Work order
Filtering the records below, copy only those lines that include the word "Right".

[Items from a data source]

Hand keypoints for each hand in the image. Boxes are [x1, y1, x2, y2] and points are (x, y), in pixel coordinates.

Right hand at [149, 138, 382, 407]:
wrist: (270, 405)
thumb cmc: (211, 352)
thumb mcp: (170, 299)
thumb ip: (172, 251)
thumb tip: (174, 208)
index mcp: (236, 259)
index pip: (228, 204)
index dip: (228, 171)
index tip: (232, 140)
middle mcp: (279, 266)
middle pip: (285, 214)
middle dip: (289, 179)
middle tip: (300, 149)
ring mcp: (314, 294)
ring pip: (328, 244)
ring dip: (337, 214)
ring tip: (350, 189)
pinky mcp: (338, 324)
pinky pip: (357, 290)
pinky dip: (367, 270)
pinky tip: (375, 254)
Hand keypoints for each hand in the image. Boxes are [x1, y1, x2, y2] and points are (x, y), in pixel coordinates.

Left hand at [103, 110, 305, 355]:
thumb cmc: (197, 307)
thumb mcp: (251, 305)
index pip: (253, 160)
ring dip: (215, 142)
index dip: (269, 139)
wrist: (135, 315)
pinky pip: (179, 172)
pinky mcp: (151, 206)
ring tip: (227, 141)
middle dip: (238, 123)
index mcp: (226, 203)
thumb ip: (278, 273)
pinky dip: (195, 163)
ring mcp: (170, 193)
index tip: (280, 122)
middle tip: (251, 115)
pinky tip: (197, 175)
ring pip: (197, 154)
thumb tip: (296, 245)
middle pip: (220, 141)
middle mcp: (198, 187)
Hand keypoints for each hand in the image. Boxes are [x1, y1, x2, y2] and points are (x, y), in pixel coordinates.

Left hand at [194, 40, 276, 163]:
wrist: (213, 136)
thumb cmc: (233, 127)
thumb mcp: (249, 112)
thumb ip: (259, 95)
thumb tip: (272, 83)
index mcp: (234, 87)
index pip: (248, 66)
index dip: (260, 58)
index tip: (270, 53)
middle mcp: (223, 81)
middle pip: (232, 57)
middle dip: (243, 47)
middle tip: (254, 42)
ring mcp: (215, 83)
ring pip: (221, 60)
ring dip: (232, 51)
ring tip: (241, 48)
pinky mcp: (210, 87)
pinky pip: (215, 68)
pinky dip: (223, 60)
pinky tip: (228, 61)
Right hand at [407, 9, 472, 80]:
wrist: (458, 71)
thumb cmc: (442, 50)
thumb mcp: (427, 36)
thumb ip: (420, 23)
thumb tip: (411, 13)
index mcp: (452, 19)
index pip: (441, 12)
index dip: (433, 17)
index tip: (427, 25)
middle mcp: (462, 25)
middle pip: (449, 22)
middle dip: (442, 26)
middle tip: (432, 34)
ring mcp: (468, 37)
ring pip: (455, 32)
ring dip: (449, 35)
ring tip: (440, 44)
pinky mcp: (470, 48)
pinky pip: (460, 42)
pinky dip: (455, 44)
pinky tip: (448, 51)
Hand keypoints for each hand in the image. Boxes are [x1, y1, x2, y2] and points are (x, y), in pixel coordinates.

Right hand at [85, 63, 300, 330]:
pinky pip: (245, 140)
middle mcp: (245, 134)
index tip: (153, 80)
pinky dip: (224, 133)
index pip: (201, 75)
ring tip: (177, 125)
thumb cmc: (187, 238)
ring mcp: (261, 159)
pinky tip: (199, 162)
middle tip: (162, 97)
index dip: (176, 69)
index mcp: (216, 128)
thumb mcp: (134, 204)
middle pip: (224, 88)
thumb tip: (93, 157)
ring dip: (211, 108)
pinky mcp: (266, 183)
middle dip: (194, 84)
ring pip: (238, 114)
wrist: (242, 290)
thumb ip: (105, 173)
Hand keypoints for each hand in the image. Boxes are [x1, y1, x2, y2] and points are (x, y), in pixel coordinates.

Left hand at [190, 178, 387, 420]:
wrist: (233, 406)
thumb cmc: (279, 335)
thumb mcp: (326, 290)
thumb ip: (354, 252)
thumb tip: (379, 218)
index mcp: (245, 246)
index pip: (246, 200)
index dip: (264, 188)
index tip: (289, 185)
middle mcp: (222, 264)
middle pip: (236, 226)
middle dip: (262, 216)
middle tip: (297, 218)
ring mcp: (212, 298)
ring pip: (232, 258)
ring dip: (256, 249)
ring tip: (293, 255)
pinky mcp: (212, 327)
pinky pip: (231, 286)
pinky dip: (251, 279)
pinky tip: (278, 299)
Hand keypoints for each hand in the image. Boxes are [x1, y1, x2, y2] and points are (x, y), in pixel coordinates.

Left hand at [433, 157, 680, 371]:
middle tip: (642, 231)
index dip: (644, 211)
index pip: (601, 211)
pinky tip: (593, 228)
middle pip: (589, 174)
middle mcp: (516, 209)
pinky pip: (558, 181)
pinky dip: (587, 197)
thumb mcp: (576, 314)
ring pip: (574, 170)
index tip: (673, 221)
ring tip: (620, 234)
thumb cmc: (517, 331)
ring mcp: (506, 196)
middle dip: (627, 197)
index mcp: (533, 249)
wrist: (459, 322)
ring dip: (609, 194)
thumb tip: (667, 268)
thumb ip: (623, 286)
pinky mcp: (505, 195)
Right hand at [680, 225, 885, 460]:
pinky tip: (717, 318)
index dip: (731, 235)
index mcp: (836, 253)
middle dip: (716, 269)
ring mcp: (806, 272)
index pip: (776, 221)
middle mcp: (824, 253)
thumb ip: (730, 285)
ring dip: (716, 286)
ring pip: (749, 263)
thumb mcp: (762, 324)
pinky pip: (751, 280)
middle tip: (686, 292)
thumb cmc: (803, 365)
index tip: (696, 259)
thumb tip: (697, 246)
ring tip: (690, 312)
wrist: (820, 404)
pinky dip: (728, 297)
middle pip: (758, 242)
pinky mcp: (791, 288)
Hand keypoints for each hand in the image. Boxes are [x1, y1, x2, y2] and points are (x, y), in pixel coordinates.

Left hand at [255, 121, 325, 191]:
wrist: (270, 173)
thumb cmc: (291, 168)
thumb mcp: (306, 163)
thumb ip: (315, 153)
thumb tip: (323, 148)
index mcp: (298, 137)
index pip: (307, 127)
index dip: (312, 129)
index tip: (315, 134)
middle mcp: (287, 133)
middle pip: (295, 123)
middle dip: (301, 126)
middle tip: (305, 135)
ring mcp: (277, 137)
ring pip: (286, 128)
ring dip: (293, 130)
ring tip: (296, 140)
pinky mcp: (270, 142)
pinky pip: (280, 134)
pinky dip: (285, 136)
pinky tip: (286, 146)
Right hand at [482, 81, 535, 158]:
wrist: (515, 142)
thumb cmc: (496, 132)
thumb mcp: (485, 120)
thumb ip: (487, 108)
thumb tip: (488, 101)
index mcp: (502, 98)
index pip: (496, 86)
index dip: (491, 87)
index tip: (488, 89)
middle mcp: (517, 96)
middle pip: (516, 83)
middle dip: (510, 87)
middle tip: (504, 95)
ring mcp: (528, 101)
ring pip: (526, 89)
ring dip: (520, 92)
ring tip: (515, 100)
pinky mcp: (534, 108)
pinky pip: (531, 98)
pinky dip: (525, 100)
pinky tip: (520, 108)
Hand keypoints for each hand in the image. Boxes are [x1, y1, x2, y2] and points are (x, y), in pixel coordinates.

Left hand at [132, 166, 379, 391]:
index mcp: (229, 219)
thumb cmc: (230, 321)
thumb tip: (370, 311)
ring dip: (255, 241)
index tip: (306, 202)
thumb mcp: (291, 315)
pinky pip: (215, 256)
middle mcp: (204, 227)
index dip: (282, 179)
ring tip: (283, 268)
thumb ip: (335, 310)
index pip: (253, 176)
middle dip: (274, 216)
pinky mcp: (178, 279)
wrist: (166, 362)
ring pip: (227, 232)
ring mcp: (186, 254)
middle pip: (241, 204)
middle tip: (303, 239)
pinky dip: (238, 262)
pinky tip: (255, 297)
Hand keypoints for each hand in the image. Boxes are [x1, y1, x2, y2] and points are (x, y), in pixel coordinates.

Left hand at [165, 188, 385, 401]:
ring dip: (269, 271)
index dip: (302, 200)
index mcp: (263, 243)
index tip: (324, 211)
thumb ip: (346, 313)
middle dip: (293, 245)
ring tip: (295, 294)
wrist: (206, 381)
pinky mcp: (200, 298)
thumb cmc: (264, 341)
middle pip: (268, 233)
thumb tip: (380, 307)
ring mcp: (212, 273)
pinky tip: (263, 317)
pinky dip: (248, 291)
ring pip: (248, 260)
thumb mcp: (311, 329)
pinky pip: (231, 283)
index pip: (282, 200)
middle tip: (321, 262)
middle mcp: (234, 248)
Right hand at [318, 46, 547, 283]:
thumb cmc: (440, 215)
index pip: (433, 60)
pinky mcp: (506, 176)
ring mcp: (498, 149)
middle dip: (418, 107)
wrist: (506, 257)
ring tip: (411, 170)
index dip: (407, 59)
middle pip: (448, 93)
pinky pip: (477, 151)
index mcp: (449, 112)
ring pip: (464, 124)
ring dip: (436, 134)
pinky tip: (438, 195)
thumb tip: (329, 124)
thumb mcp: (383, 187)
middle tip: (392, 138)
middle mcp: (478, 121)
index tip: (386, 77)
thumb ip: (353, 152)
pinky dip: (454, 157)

Your response
Right hand at [149, 138, 382, 407]:
Right hand at [407, 9, 472, 80]:
Right hand at [85, 63, 300, 330]:
Right hand at [680, 225, 885, 460]:
Right hand at [482, 81, 535, 158]:
Right hand at [318, 46, 547, 283]:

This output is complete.